I was told (here) that perhaps ICU4J library could help with these 2 operations (search and sort), but I can't find this information.

The questions

Is there a better solution in Java/Kotlin API to have searching&sorting while ignoring Diacritics? One that includes as many languages as possible?

Is it possible ICU4J can help? If so, how? I couldn't find much information and samples about how to use it for this purpose in Java/Kotlin.

2

There are 2 best solutions below

1
Philippe Fery On

Try this. It will normalize your string for search:

    String s = "çéèïïÔé";
    s= Normalizer.normalize(s, Form.NFD).replaceAll("\\p{InCombiningDiacriticalMarks}+", "");
    System.out.println(s.toString());
8
erickson On

In the case of your example, בְּרֵאשִׁית, the "diacritics" don't actually appear to be classified as diacritics in Unicode. They are in the category "non-spacing marks," Mn.

This regex satisfies your test: [\\p{IsHebrew}&&\\p{IsMn}] I don't know Hebrew script, so whether it causes problems elsewhere, or misses some other elements of Hebrew script, I can't tell.


Here is a test demonstrating [\\p{IsHebrew}&&\\p{IsMn}]:

import org.junit.jupiter.api.Assertions;
import org.junit.jupiter.api.Test;

public class SO75476483 {

    @Test
    public void inTheBeginning() {
        var niqqud = "[\\p{IsHebrew}&&\\p{IsMn}]";
        var text = "בְּרֵאשִׁית";
        int length = text.length();
        Assertions.assertEquals(11, length);
        String actual = text.replaceAll(niqqud, "");
        Assertions.assertEquals("בראשית", actual);
    }

}

Equivalence and sorting rules for the same characters are different in different locales. It follows ineluctably that you must select a specific locale appropriate for each use. There are no universal rules that work for everyone.

For search applications, you'll segregate documents by language and build a separate index for each group, using the language-appropriate collator. When making a query, the user will provide a keyword and its language tag (though the language is likely to be implied, for example via the Accept-Language header in an HTTP request). The language is used to select an appropriate collator and an index to search with the resulting collation key.

Here is a test demonstrating the right way to approach this problem (in memory), with a Collator.

    @Test
    public void collateInTheBeginning() {
        var hebrewCollator = Collator.getInstance(Locale.forLanguageTag("he"));
        hebrewCollator.setStrength(Collator.PRIMARY);

        var hebrewIndex = new HashMap<CollationKey, String>();
        var document = "בְּרֵאשִׁית";
        var ref = "Gen. 1:1";
        hebrewIndex.put(hebrewCollator.getCollationKey(document), ref);

        var query = "בראשית";
        String actual = hebrewIndex.get(hebrewCollator.getCollationKey(query));

        Assertions.assertEquals(ref, actual);
    }

Of course, many applications have too much text to index to keep all this in memory using CollationKey instances. Most relational databases support collations internally, if the proper one is specified when a column is defined. Of course, a decent full-text search engine will provide equivalent capabilities.
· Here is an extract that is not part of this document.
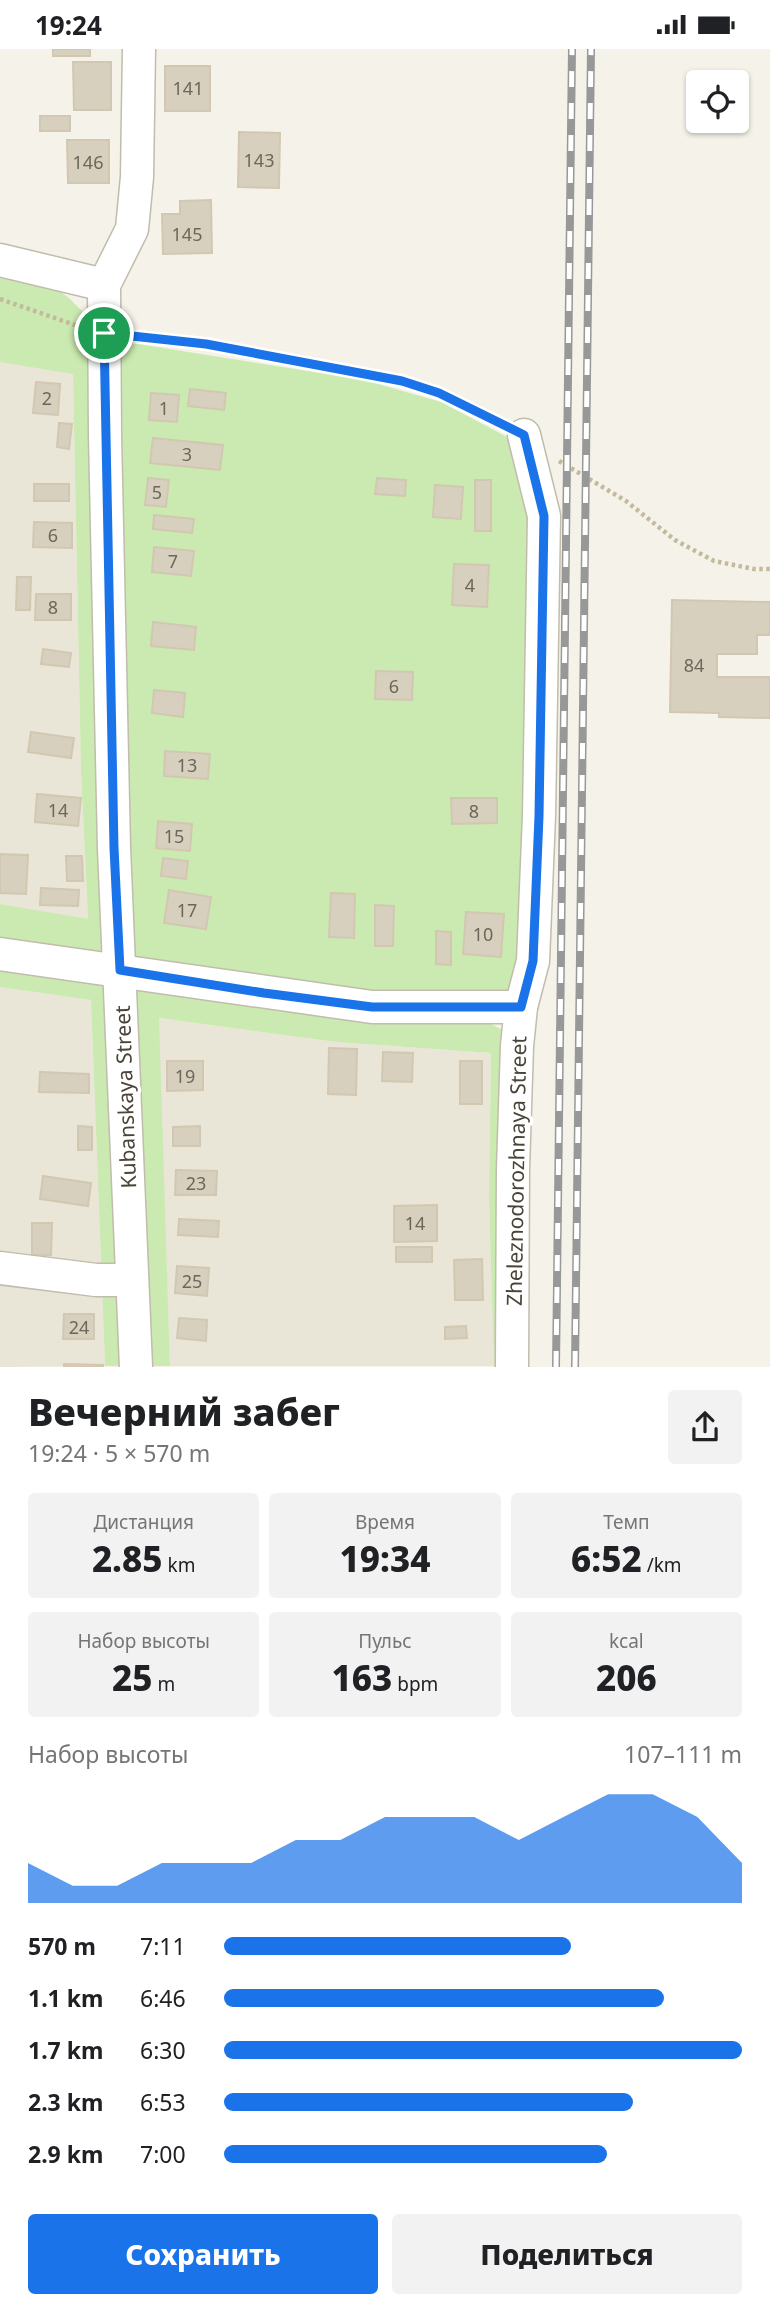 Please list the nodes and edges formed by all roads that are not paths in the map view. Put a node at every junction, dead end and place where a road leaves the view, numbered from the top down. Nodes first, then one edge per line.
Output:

In the worst case, a CollationKey can be converted to a byte array in the application, and used as a key for searching, range queries, and sorting in nearly any type of external database.


While Arabic and Hebrew are abjads, where vowels can be inferred, you should be aware that this not representative. Abugidas like Devanagari are commonly used, and stripping vowel marks from these scripts would make text illegible.

Decomposing characters with a Normalizer will allow you you remove non-spacing marks, but to be safe, you would need to limit this behavior to abjads (mostly scripts coming down from Samaritan or Aramaic).

On the other hand, a Collator set with with the proper language and a PRIMARY strength will handle this distinction for you, and ignore marks that don't matter.